Records
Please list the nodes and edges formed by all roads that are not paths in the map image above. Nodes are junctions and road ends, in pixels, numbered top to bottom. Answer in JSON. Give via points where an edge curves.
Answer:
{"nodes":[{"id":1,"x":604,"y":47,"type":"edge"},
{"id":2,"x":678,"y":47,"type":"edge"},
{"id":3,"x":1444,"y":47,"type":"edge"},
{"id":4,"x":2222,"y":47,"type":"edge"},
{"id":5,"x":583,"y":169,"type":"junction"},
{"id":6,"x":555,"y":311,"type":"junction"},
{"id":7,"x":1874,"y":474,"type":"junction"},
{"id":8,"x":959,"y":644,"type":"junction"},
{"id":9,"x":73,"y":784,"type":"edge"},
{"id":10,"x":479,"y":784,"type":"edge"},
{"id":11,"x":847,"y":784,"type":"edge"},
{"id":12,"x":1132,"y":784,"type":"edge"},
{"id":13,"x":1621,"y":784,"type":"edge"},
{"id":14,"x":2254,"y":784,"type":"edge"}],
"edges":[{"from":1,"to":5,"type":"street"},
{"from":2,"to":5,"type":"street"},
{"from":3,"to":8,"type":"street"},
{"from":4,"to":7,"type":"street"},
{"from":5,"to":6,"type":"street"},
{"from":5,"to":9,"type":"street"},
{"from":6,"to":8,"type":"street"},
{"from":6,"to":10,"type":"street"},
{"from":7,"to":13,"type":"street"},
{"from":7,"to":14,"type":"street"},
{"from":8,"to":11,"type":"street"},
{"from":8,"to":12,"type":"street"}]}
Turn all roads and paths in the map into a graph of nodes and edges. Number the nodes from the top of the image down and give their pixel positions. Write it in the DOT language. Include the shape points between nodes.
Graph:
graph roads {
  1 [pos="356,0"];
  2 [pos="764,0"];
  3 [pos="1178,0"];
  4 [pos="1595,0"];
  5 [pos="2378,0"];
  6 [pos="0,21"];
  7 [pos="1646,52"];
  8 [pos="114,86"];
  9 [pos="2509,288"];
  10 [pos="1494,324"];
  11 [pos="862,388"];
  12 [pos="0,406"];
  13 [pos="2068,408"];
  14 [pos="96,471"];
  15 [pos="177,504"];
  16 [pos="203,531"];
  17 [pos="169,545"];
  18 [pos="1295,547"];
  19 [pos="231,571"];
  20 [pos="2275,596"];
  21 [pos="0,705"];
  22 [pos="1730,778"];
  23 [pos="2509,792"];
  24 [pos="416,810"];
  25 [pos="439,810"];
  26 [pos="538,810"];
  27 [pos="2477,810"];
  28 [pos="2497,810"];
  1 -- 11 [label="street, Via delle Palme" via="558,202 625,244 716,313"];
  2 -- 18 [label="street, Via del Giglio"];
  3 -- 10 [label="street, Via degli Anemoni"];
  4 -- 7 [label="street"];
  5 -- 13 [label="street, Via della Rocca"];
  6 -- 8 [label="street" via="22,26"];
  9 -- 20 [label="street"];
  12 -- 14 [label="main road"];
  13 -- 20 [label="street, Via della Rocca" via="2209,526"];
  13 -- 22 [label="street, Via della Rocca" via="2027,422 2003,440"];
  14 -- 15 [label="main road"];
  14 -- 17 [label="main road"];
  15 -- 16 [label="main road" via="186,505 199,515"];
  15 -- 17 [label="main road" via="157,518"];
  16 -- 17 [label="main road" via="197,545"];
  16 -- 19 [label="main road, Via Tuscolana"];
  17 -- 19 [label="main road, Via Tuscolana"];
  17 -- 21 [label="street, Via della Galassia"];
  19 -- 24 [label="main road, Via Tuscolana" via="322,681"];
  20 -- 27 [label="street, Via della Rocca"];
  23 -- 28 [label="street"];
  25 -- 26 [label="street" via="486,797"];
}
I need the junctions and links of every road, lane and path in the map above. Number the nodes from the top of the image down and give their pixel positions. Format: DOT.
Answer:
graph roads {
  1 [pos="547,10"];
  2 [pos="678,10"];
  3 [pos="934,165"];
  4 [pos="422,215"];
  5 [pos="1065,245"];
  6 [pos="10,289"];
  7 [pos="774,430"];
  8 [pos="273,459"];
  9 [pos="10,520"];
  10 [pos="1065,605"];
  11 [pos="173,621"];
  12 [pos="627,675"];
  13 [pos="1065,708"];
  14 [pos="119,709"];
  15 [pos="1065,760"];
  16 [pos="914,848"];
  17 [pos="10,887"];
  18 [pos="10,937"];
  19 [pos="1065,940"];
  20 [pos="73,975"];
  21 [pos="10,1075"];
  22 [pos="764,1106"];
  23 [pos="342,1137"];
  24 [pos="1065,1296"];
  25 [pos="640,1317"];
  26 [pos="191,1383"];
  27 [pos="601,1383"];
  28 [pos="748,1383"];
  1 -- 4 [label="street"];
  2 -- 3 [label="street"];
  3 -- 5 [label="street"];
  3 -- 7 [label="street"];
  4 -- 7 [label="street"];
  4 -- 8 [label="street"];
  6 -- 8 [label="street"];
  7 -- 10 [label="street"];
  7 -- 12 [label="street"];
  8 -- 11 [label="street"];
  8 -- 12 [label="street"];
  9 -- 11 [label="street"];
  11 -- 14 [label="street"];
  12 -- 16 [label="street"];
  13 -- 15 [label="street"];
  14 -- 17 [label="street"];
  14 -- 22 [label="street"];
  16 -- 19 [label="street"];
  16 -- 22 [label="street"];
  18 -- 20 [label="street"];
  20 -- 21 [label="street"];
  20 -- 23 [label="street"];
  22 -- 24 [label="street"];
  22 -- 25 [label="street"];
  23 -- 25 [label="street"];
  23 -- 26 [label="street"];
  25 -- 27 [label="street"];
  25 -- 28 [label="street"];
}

Work item
Write the opening line of the data above and every line after it, exactly, stopping once you have written the line with "Turn all roads".

Response
Please list the nodes and edges formed by all roads that are not paths in the map image above. Nodes are junctions and road ends, in pixels, numbered top to bottom. Answer in JSON. Give via points where an edge curves.
Answer:
{"nodes":[{"id":1,"x":604,"y":47,"type":"edge"},
{"id":2,"x":678,"y":47,"type":"edge"},
{"id":3,"x":1444,"y":47,"type":"edge"},
{"id":4,"x":2222,"y":47,"type":"edge"},
{"id":5,"x":583,"y":169,"type":"junction"},
{"id":6,"x":555,"y":311,"type":"junction"},
{"id":7,"x":1874,"y":474,"type":"junction"},
{"id":8,"x":959,"y":644,"type":"junction"},
{"id":9,"x":73,"y":784,"type":"edge"},
{"id":10,"x":479,"y":784,"type":"edge"},
{"id":11,"x":847,"y":784,"type":"edge"},
{"id":12,"x":1132,"y":784,"type":"edge"},
{"id":13,"x":1621,"y":784,"type":"edge"},
{"id":14,"x":2254,"y":784,"type":"edge"}],
"edges":[{"from":1,"to":5,"type":"street"},
{"from":2,"to":5,"type":"street"},
{"from":3,"to":8,"type":"street"},
{"from":4,"to":7,"type":"street"},
{"from":5,"to":6,"type":"street"},
{"from":5,"to":9,"type":"street"},
{"from":6,"to":8,"type":"street"},
{"from":6,"to":10,"type":"street"},
{"from":7,"to":13,"type":"street"},
{"from":7,"to":14,"type":"street"},
{"from":8,"to":11,"type":"street"},
{"from":8,"to":12,"type":"street"}]}
Turn all roads and paths in the map into a graph of nodes and edges. Number the nodes from the top of the image down and give their pixel positions. Write it in the DOT language. Include the shape points between nodes.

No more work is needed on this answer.